[Entries taken from a collection]

────────────────

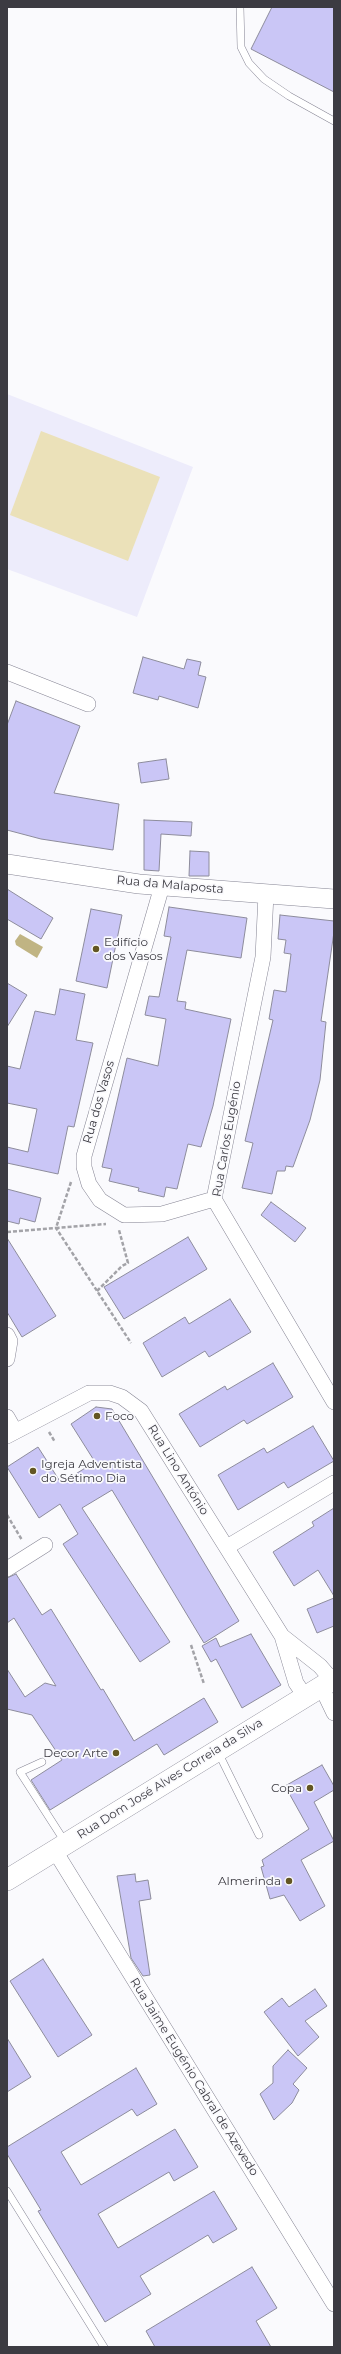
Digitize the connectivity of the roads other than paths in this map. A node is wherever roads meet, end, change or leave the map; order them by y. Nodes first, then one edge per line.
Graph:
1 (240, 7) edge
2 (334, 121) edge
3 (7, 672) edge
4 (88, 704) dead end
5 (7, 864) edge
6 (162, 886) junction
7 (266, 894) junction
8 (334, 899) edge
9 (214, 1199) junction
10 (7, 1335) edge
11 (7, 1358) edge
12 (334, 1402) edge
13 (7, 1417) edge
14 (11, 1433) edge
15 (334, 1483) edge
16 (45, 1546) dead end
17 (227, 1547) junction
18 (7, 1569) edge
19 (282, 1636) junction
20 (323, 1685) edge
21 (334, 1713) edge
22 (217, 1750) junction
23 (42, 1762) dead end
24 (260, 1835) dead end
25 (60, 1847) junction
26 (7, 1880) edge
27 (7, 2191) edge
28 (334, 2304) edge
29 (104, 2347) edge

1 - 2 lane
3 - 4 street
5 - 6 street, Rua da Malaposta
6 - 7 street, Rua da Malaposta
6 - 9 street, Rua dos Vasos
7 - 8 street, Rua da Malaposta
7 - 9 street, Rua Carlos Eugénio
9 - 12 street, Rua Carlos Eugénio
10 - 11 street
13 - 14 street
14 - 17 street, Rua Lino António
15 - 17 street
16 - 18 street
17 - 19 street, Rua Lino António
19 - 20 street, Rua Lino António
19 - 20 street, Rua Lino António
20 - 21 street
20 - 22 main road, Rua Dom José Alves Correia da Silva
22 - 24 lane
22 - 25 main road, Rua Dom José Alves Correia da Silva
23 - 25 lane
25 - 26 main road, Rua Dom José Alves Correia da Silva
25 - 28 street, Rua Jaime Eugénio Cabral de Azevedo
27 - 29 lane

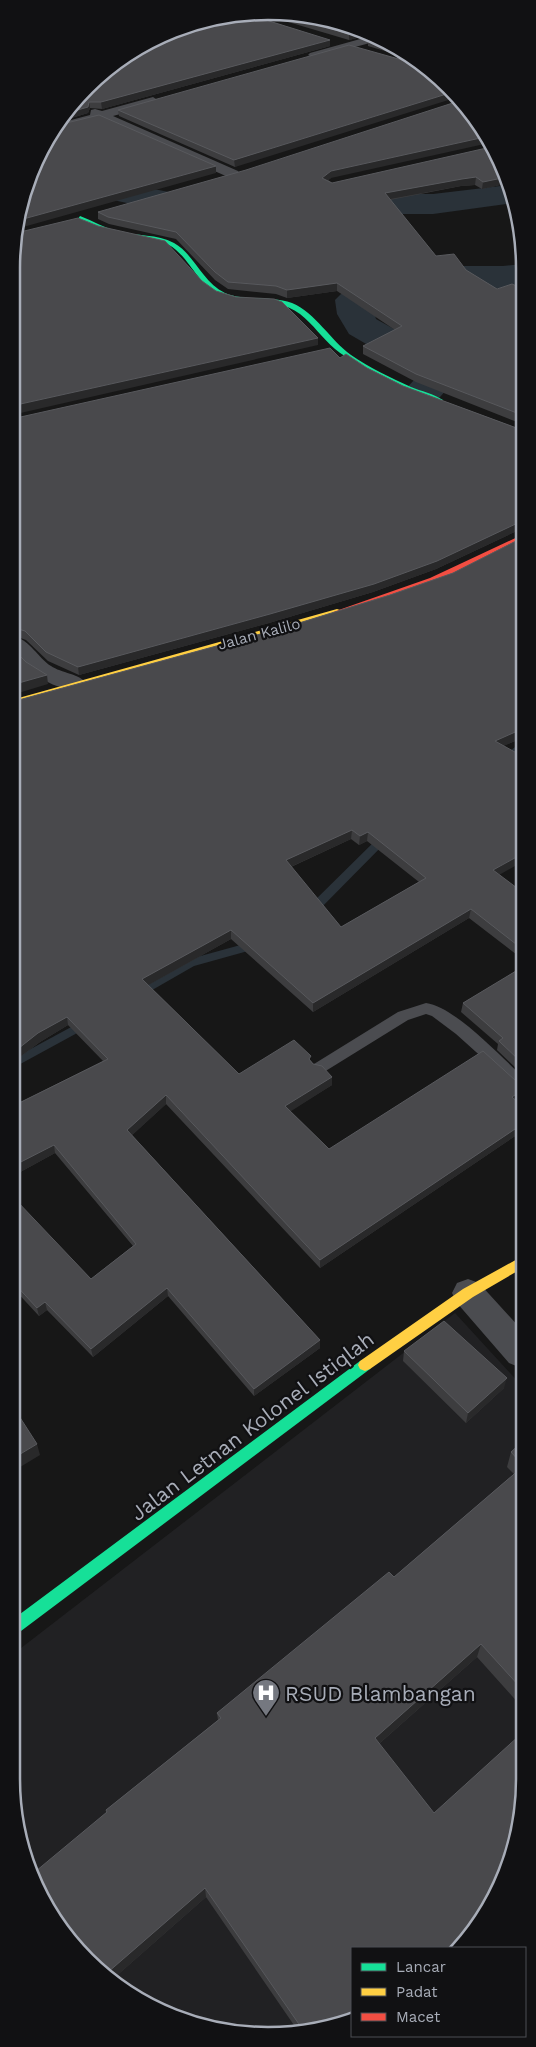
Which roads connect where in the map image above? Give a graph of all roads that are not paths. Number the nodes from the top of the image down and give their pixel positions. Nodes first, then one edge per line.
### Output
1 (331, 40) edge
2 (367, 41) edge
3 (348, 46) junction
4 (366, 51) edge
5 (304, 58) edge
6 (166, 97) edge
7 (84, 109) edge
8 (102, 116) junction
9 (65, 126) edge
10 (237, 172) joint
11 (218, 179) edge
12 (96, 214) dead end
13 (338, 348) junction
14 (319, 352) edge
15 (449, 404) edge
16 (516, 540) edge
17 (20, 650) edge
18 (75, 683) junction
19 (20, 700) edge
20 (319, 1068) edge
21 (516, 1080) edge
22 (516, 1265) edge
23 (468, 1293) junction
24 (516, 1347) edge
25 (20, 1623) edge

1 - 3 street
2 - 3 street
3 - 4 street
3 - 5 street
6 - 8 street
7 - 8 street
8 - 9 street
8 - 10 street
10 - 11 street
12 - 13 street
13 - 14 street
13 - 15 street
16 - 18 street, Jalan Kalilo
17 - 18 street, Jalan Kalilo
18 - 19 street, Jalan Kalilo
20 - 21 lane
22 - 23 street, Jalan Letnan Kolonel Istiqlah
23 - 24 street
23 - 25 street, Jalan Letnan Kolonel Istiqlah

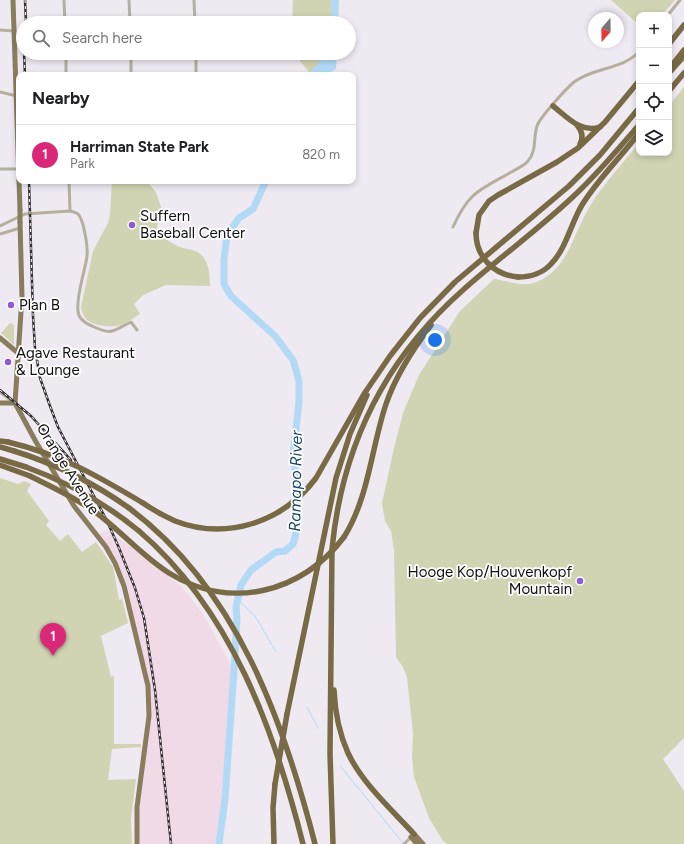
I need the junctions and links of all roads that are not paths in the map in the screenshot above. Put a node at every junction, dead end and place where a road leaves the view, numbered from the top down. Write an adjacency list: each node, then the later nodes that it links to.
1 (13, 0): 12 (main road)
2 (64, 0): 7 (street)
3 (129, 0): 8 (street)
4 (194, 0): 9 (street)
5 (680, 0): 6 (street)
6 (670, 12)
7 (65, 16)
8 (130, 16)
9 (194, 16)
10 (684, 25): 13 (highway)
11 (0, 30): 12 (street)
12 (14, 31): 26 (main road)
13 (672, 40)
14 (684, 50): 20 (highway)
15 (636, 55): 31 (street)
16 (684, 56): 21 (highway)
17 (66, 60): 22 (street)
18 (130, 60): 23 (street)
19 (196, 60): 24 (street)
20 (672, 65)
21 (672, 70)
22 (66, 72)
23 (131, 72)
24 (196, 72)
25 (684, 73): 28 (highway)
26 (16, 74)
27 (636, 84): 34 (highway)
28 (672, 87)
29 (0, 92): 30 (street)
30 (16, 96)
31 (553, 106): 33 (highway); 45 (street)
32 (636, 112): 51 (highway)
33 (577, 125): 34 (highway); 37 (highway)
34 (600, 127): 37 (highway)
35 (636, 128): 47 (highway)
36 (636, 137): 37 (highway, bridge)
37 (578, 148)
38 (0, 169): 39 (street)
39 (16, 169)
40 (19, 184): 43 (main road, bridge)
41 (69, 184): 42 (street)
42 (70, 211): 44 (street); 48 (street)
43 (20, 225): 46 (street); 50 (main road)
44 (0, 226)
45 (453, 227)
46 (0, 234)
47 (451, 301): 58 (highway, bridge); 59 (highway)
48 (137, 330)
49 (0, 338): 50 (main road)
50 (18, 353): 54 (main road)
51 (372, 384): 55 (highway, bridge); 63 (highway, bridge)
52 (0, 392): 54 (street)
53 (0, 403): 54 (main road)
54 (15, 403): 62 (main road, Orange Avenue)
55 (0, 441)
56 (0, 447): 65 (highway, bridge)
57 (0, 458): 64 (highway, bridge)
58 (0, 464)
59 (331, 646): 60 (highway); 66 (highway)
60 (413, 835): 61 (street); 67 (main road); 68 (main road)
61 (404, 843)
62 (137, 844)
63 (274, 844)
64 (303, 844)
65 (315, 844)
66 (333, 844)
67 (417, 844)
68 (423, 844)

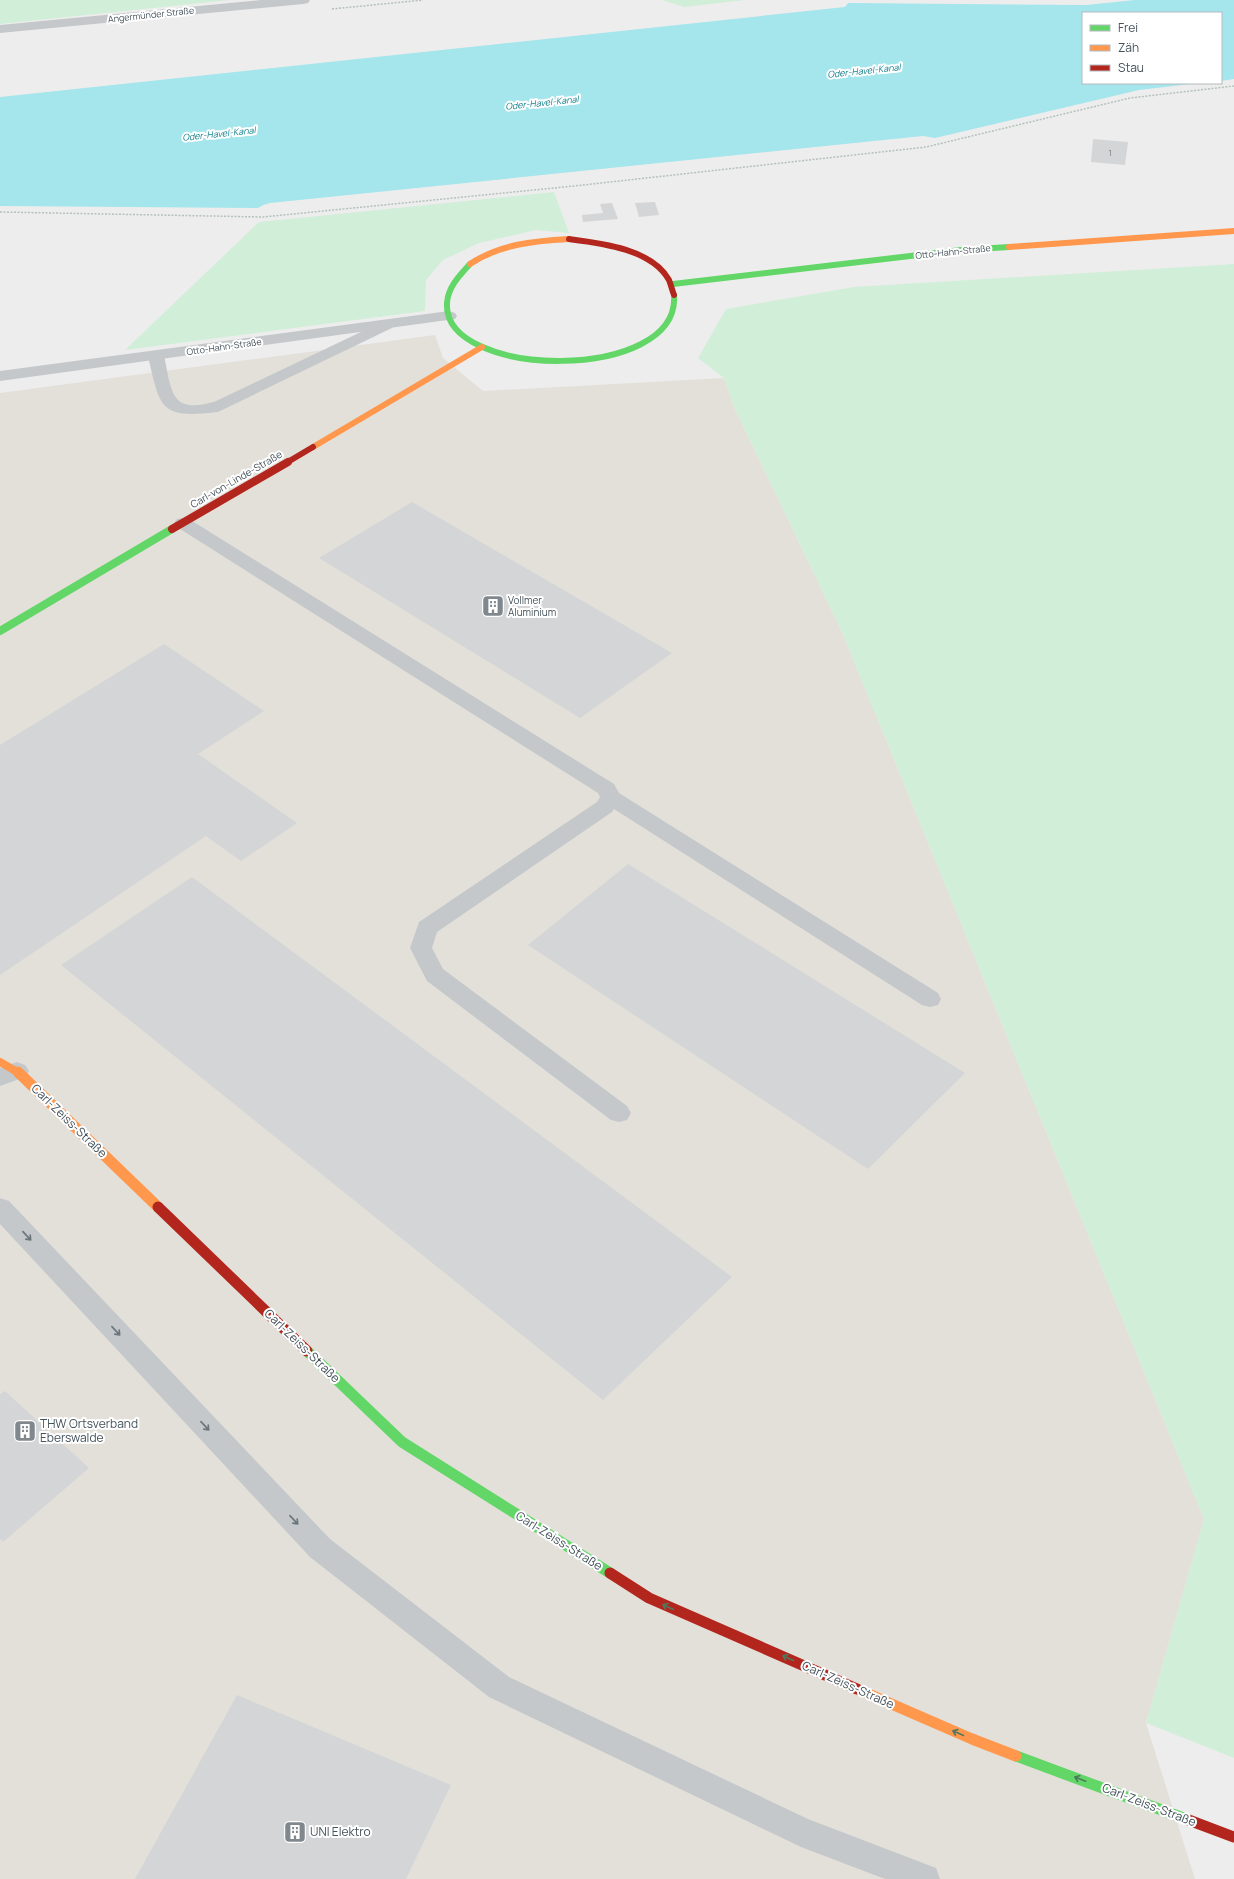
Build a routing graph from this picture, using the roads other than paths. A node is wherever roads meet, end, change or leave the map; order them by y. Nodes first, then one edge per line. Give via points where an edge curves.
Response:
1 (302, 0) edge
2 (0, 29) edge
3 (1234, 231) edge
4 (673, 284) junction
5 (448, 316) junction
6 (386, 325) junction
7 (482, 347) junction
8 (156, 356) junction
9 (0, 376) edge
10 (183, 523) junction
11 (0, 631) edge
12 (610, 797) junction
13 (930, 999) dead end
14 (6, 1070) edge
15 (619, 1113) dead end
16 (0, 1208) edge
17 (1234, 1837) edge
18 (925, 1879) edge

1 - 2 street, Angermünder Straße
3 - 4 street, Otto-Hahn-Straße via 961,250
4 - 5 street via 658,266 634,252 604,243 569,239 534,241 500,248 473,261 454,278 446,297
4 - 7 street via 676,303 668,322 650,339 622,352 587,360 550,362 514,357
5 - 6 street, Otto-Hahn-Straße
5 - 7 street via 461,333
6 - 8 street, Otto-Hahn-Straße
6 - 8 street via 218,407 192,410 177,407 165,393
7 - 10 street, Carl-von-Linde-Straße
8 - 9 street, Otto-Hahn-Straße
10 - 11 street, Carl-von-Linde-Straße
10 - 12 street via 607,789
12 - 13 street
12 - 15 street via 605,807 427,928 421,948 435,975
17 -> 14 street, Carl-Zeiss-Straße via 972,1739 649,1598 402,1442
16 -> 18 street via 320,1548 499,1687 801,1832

────────────────

Goal of the exercise:
Work out how many lines in the records hold the word "them", and answer with that number alone.

Expected answer:
2